2023 and Ruby is still ridiculously slow for some things
I am doing some machine learning stuff for recommendations, and needed to preprocess some train data before feeding it into the recommender. The processing of a dataset done in Ruby was taking up to 20 seconds to process half a million items despite a ton of optimizations; I ported the same processing to a Postgres function (it's not just queries, I need to build a temporary dataset and then another derived from it with some processing that requires looping; I could in theory do it with CTEs but it would be ridiculously complex in comparison). This way it happens in the database directly, and it now takes just 50 milliseconds for the exact same processing. 400_000 times faster than the exact same thing done in Ruby. I still cannot believe the difference. I was planning to port the Ruby code to Crystal due to the difference in speed but I am gonna leave it in Postgres. It's 2023 and for some things Ruby is still ridiculously slow compared to alternatives 😦
Comments
what is Ruby used for? maybe its not the right tool for your use case!

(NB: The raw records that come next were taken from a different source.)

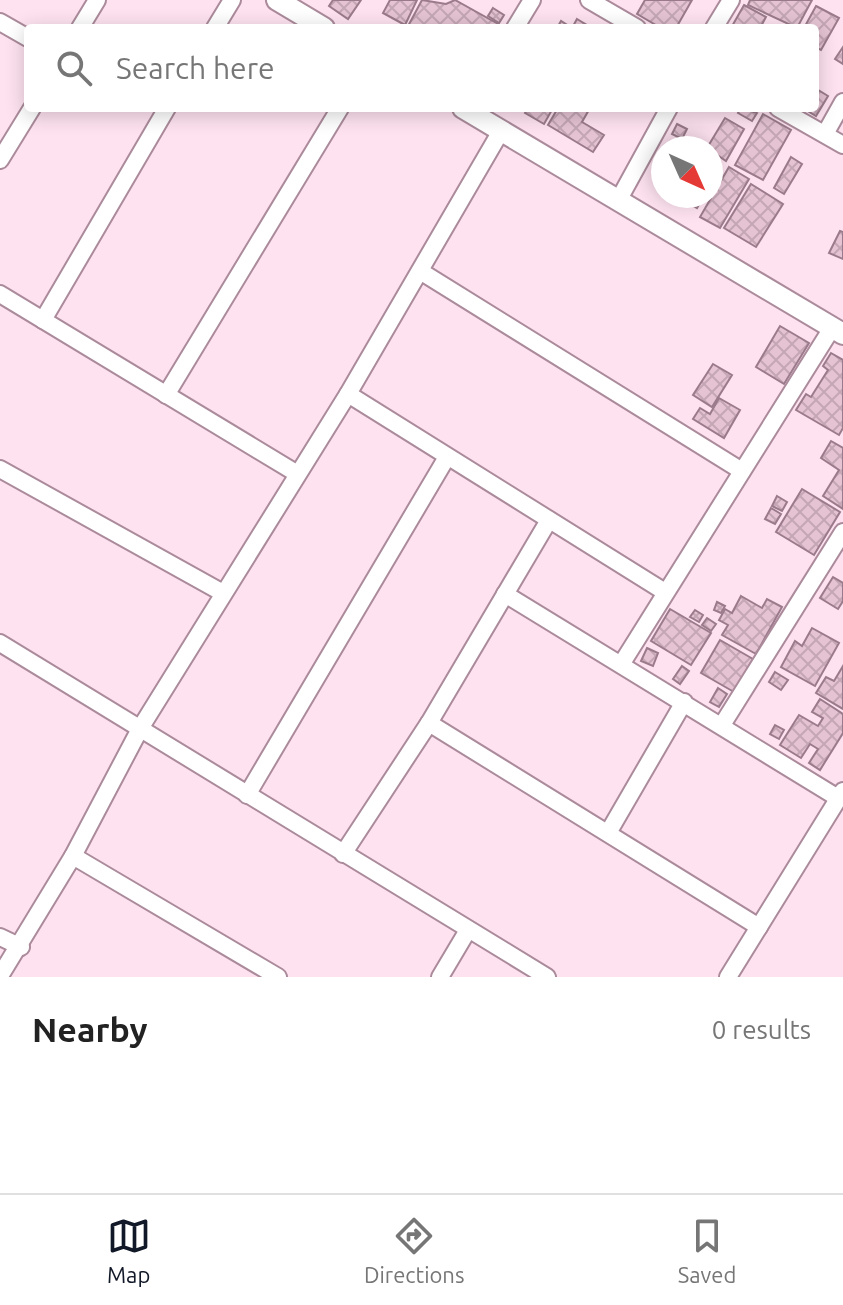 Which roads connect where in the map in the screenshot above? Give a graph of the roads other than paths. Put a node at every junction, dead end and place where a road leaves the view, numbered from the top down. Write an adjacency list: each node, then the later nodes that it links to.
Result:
1 (97, 0): 9 (street)
2 (232, 0): 10 (street)
3 (277, 0): 7 (street)
4 (532, 0): 12 (street)
5 (589, 0): 13 (street)
6 (731, 0): 14 (street)
7 (308, 8): 11 (street)
8 (0, 22): 15 (street)
9 (82, 24)
10 (217, 24)
11 (321, 24)
12 (517, 24)
13 (630, 24)
14 (716, 24)
15 (24, 36)
16 (843, 102): 24 (street)
17 (30, 112): 26 (street)
18 (165, 112): 30 (street)
19 (338, 112): 33 (street)
20 (470, 112): 23 (street)
21 (667, 112): 27 (street)
22 (785, 112): 24 (street)
23 (501, 131): 27 (street); 28 (street)
24 (825, 134): 25 (street)
25 (843, 145)
26 (0, 160)
27 (618, 201): 31 (street)
28 (420, 271): 32 (street); 36 (street)
29 (0, 294): 30 (street)
30 (43, 320): 33 (street)
31 (838, 331): 36 (street)
32 (348, 394): 34 (street); 37 (street)
33 (166, 395): 37 (street)
34 (447, 457): 38 (street); 49 (street)
35 (0, 469): 41 (street)
36 (742, 471): 40 (street)
37 (296, 473): 41 (street)
38 (549, 520): 40 (street); 42 (street)
39 (843, 532): 47 (street)
40 (665, 592): 44 (street)
41 (223, 593): 48 (street)
42 (505, 594): 44 (street); 46 (street)
43 (0, 643): 48 (street)
44 (622, 663): 45 (street)
45 (684, 702): 47 (street); 51 (street)
46 (429, 723): 51 (street); 52 (street)
47 (722, 725): 50 (street)
48 (141, 727): 49 (street); 53 (street)
49 (247, 795): 52 (street)
50 (841, 795): 54 (street)
51 (608, 833): 54 (street)
52 (343, 854): 55 (street)
53 (73, 856): 57 (street); 59 (street)
54 (759, 927): 62 (street)
55 (468, 930): 60 (street); 61 (street)
56 (0, 937): 57 (street)
57 (21, 947): 58 (street)
58 (0, 976)
59 (278, 977)
60 (440, 977)
61 (547, 977)
62 (728, 977) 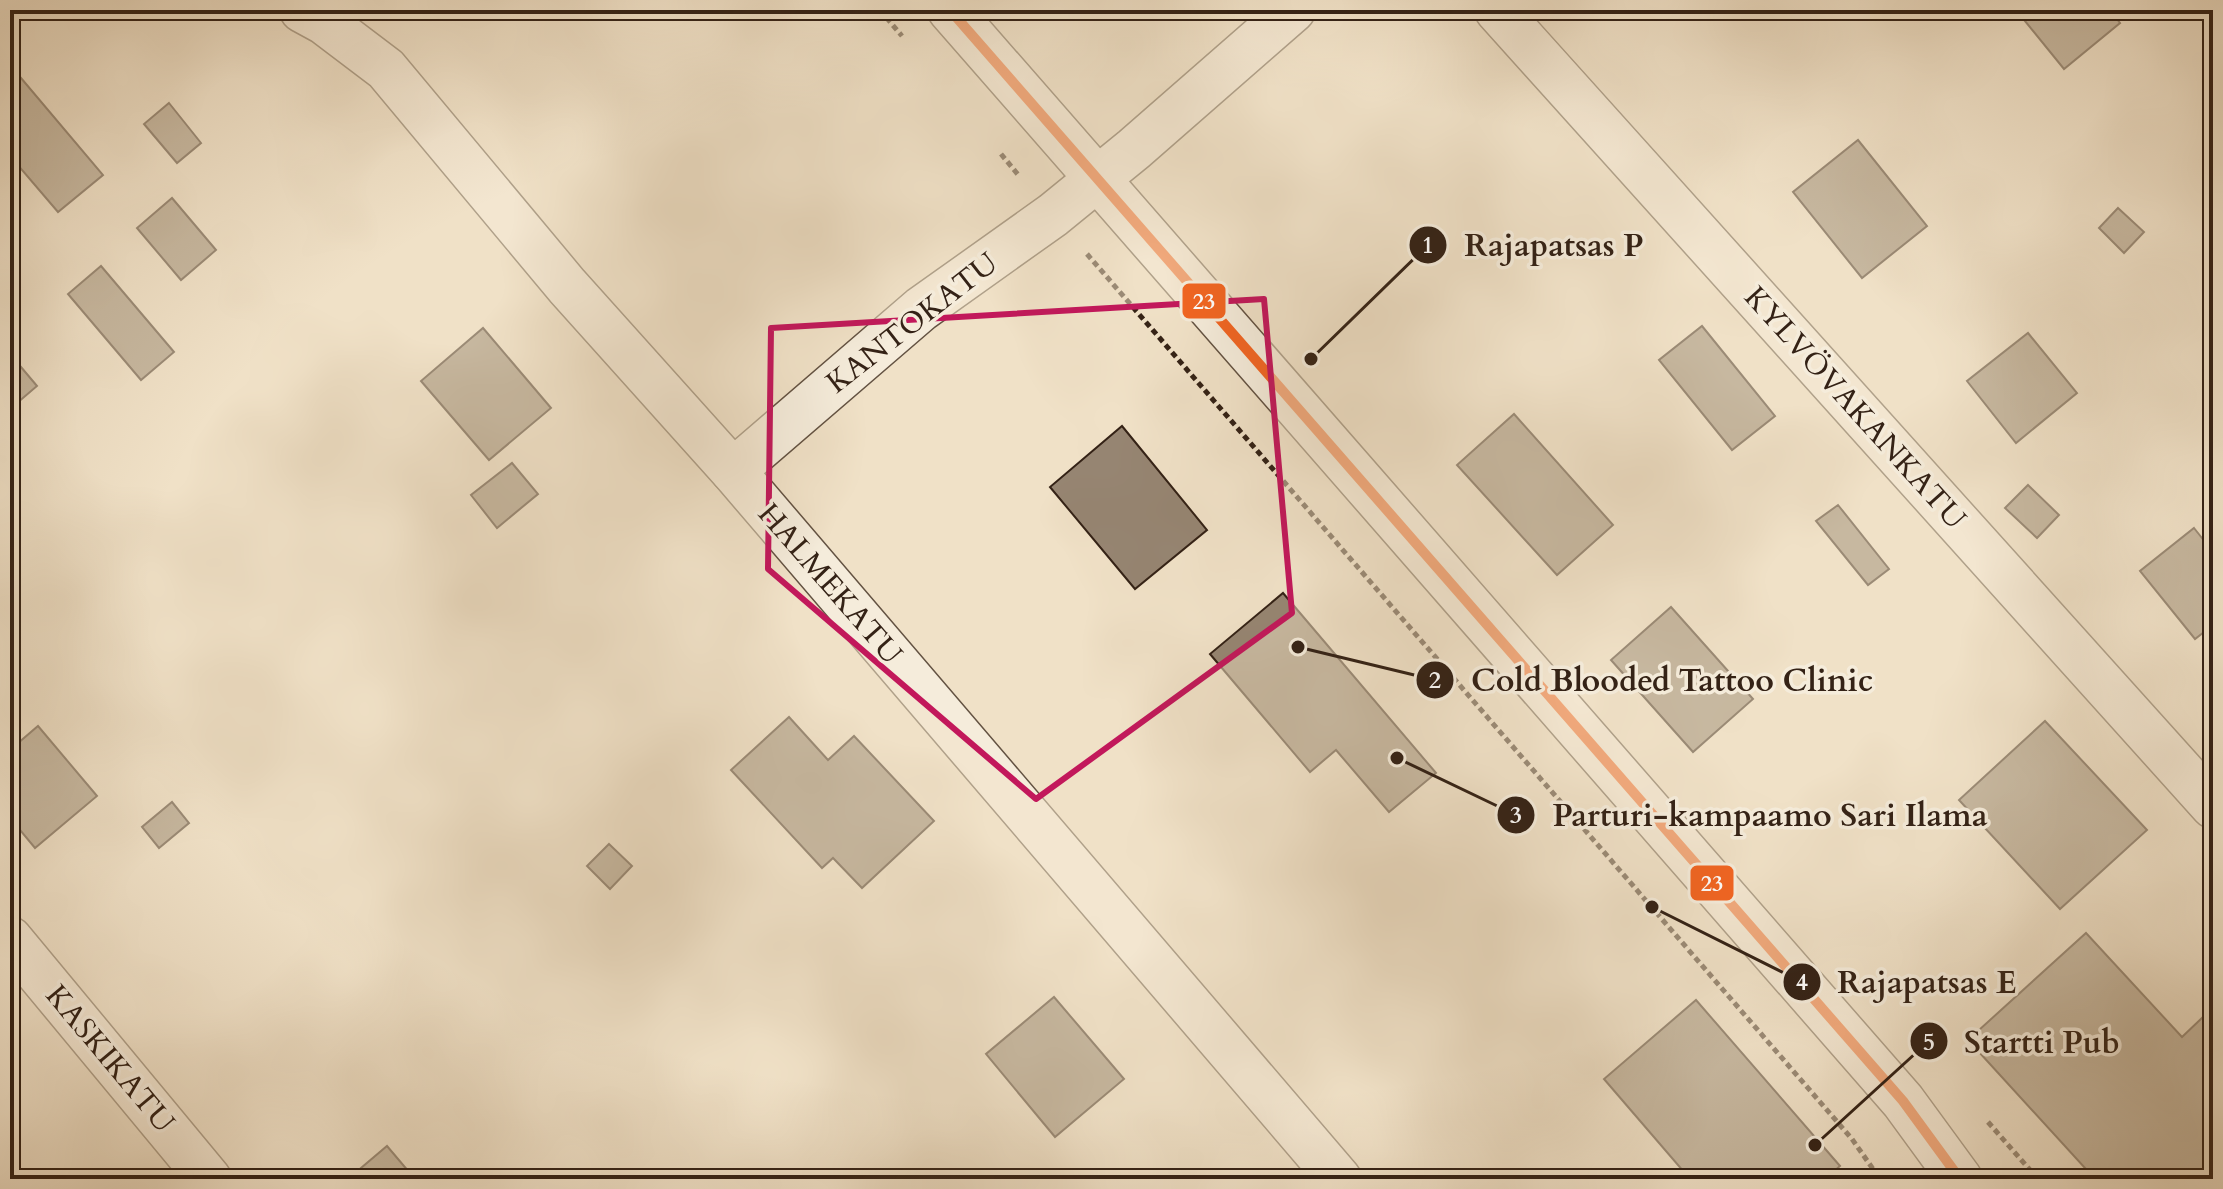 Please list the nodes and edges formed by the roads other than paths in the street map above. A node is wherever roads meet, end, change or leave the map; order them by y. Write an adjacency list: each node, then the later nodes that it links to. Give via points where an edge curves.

Isn't everyone and their dog moving to polars for this?
Polars or Polaris? Not familiar with it and Google doesn’t help
Rust implementation of dataframes that seems to be taking over from Pandas slowly but surely
https://github.com/pola-rs/polars
Gotcha, thanks
BTW I am super excited because Google is organizing a workshop on machine learning exclusively for our company in their Helsinki office. I can't wait!